日本ではテナントが固まっていなくても賃貸用オフィスビルの建築を着工する例が過半であり、これは世界の先進国・経済成熟国の常識から見ると例外的な訳ですが、なぜ日本ではこのような「スペキュラティブ(投機的・博打的)なインベストメント」が多いのでしょうか。その最大の理由は「それでもなんとかなってきた」からでしょう。
他の理由も上げたいと思います。それは事業にかかわる「土地代」の問題です。日本の大手デベは多くの場合、用地を買うなり別の形のコストを払って事業機会を確保します。用地確保段階で事業費全体の大体まあ3割程度を支出し、従ってこの段階でもう後戻りはできなくなっています。つまり日本のデベがスペキュラティブなデベロップメントを決断しているタイミングは建築工事着工時ではなく、用地取得時なのです。

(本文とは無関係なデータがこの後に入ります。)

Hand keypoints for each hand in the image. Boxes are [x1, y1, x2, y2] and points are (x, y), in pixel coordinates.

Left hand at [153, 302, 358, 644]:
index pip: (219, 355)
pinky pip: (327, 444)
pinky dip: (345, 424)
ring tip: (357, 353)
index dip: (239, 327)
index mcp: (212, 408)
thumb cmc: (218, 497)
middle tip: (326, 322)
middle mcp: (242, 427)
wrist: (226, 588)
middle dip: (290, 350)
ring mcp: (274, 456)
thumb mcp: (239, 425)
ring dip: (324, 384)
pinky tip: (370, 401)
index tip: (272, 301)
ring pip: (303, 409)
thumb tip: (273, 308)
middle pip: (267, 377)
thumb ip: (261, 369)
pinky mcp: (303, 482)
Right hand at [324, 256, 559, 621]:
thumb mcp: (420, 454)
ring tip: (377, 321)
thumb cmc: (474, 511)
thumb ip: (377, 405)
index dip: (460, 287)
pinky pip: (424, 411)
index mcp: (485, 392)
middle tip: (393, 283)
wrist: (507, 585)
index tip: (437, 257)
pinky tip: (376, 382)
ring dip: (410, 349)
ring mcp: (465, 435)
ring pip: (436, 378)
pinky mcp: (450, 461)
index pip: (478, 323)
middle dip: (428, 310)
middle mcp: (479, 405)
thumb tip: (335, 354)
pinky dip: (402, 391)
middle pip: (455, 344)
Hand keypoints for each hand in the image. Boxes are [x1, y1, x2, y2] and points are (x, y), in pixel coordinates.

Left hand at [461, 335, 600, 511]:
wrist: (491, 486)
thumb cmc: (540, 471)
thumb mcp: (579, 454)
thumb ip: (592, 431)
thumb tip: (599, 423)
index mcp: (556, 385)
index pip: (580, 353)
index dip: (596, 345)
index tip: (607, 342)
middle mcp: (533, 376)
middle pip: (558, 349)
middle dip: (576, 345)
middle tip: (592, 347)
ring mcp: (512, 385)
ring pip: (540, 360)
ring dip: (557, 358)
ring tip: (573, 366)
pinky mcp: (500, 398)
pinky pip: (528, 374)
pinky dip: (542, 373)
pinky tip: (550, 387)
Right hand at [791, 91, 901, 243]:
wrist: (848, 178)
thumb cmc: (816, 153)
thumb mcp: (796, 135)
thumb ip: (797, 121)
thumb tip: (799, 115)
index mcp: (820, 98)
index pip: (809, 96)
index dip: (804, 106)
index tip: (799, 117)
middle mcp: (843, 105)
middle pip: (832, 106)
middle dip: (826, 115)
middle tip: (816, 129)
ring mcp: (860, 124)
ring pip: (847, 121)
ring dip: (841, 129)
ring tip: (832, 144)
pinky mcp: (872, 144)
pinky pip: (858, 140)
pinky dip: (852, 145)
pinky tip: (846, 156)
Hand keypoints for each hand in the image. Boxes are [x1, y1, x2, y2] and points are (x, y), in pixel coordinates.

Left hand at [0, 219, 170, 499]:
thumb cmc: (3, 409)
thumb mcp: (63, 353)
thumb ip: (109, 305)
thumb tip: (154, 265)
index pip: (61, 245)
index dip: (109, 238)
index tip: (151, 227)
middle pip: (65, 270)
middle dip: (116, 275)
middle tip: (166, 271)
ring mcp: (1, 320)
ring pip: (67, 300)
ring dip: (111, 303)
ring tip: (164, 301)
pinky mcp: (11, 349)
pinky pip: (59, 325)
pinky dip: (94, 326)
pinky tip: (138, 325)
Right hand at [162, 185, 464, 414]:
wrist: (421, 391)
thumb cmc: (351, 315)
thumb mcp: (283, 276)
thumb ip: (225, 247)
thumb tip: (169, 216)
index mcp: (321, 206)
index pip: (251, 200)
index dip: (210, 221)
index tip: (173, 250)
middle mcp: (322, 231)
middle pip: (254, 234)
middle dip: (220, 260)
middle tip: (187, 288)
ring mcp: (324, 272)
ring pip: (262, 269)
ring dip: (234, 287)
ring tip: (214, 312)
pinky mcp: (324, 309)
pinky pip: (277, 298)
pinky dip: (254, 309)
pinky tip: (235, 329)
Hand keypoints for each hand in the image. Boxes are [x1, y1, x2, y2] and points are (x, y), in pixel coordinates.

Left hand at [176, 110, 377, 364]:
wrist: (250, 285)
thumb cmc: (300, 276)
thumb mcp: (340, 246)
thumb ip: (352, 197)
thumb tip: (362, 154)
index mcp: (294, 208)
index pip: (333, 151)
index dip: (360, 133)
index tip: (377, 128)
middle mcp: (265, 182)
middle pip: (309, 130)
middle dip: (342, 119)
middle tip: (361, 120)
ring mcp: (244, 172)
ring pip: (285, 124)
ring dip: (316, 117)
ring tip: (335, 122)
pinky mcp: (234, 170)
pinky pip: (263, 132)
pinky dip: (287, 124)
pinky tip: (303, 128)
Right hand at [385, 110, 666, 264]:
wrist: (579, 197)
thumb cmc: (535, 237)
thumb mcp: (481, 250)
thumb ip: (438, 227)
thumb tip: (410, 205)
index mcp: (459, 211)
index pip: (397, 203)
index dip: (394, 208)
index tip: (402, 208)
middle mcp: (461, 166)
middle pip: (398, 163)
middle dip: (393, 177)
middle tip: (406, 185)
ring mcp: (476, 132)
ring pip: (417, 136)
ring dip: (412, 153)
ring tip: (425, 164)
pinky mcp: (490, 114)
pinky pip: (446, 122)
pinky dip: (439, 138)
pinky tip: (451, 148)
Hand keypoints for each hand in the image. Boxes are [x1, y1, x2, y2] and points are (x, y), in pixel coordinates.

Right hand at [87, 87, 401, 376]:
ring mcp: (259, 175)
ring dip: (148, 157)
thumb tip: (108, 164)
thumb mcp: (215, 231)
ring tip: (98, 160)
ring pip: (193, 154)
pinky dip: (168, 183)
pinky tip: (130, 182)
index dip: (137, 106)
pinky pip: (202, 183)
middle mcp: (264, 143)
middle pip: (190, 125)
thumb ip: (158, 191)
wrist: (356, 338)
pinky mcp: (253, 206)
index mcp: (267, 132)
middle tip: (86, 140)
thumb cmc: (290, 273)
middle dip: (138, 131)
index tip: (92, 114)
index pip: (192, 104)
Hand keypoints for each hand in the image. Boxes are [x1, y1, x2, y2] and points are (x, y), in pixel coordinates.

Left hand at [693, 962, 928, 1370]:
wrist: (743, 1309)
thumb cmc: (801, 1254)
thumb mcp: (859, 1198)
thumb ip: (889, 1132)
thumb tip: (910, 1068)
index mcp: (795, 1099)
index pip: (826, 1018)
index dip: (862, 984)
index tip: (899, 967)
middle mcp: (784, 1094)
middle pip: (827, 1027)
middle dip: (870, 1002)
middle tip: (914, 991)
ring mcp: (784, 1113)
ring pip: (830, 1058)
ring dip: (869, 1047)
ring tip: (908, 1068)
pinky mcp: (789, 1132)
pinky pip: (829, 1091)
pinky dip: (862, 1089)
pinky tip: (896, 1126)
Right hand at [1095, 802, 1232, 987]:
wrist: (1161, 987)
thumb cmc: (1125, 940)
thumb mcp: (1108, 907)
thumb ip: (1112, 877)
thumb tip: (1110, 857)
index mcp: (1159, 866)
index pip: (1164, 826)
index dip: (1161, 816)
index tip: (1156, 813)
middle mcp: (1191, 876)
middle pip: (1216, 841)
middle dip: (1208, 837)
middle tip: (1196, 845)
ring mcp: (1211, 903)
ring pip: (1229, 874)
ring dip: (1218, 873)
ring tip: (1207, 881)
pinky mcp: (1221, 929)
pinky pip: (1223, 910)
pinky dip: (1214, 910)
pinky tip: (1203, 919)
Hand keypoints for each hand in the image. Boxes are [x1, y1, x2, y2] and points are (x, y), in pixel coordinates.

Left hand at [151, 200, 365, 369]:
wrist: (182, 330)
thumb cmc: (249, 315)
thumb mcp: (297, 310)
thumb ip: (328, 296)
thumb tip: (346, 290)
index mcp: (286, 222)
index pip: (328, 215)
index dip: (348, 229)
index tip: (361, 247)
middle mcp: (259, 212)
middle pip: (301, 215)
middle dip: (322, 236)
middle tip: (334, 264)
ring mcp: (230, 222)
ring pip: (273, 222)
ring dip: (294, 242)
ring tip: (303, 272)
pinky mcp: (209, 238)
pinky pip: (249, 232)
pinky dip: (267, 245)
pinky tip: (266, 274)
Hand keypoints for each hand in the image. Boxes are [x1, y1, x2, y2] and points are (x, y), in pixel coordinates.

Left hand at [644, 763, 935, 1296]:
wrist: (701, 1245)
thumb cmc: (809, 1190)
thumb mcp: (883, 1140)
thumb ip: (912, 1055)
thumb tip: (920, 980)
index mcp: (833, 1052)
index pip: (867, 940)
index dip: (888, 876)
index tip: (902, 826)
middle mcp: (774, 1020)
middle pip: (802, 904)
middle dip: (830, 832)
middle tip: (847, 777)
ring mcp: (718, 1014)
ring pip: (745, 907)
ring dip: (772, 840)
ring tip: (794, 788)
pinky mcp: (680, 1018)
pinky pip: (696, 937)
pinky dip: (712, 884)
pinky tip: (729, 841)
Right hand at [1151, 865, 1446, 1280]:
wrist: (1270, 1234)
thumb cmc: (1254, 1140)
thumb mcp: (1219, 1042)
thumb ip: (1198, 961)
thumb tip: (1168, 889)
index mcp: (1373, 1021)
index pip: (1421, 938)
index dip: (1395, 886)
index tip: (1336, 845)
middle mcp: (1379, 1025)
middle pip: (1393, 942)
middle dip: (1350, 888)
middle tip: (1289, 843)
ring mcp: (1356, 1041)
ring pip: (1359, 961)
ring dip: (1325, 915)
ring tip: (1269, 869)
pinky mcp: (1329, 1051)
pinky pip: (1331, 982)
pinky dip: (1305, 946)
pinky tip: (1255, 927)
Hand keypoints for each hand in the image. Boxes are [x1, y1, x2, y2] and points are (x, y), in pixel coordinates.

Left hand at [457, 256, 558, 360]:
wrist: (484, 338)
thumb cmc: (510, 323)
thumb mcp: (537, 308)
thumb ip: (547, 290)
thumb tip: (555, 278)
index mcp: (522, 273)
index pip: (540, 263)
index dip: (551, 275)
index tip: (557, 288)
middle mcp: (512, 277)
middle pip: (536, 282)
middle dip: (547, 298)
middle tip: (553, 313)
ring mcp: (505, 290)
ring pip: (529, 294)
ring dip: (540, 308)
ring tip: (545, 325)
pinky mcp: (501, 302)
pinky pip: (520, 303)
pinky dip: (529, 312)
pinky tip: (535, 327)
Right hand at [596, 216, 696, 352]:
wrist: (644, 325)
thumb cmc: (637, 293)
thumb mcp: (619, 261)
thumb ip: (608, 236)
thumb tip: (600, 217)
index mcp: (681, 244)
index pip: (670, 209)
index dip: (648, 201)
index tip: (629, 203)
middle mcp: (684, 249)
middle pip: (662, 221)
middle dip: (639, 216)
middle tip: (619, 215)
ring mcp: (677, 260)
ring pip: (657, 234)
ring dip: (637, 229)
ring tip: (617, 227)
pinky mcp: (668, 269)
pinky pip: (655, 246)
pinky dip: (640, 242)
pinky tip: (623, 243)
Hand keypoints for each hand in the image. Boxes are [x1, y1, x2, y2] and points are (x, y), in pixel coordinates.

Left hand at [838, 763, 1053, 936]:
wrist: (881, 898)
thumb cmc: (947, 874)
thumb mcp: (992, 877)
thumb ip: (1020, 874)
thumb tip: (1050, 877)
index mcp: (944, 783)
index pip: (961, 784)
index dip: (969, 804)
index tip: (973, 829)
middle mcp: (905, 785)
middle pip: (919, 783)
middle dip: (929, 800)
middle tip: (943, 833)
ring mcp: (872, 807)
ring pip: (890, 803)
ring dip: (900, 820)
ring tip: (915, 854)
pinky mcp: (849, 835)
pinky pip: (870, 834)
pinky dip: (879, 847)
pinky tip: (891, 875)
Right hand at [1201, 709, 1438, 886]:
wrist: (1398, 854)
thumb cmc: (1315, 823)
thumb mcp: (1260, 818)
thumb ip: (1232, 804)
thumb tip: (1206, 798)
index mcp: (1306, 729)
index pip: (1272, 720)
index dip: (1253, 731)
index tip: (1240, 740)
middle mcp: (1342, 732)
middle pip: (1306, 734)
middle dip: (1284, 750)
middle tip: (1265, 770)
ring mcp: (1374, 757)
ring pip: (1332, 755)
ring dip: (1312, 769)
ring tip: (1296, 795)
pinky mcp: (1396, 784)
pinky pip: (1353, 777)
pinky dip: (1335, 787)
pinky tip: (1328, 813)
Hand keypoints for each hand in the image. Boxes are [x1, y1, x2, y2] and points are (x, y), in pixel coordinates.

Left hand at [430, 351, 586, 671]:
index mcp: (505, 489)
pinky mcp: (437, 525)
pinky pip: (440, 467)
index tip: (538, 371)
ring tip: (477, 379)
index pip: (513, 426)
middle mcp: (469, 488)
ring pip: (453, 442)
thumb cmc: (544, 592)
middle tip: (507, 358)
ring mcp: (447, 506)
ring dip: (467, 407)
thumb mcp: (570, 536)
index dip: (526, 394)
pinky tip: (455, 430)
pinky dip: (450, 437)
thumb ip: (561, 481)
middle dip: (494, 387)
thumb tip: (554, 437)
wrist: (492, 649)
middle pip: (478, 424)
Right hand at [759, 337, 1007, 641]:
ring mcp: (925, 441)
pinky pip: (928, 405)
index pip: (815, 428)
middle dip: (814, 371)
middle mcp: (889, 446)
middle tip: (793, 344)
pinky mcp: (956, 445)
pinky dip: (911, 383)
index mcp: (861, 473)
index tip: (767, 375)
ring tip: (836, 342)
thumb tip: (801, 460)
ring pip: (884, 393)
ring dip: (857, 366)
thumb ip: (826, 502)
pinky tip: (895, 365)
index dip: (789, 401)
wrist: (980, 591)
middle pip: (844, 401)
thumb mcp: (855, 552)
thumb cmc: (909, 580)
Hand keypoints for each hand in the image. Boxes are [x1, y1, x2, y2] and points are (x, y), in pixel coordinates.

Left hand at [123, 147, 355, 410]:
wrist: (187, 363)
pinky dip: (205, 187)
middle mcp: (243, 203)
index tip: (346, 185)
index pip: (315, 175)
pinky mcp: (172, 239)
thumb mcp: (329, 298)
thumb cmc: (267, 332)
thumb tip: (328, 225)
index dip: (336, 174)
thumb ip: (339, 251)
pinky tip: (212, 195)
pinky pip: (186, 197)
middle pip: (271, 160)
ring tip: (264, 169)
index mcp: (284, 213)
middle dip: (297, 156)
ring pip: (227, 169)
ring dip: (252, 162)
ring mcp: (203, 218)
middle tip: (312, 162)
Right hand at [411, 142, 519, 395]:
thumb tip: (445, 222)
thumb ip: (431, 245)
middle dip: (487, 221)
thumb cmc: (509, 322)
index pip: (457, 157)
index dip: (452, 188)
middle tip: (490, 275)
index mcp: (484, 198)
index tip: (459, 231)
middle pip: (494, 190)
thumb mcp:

一方、アメリカを例にあげると、オフィスビルは借地上に建っている事が非常に多い事が分かります。アメリカの借地の慣行では「権利金」とか「借地権設定対価としての一時金」のようなものはありません。年間の借地料というのは、土地利用料の分割払いのようなものですし、そもそもの土地価格が東京と比べると非常に安く、さらにその分割払いですから「事業用地確保」のためのコストは日本でのコストと比べると微々たる小ささなのです。
その他の理由を含めて一言でいうと「マーケットの構造が異なる」と言えます。世界の常識は日本では非常識であり、従って日本では通じません。「テナントが決まらなければ土地は買わない」という姿勢では、日本ではお話になりません。海外のデベは日本でのこの常識について来られず、従って世界に名だたるデベでも日本に進出している所は皆無です。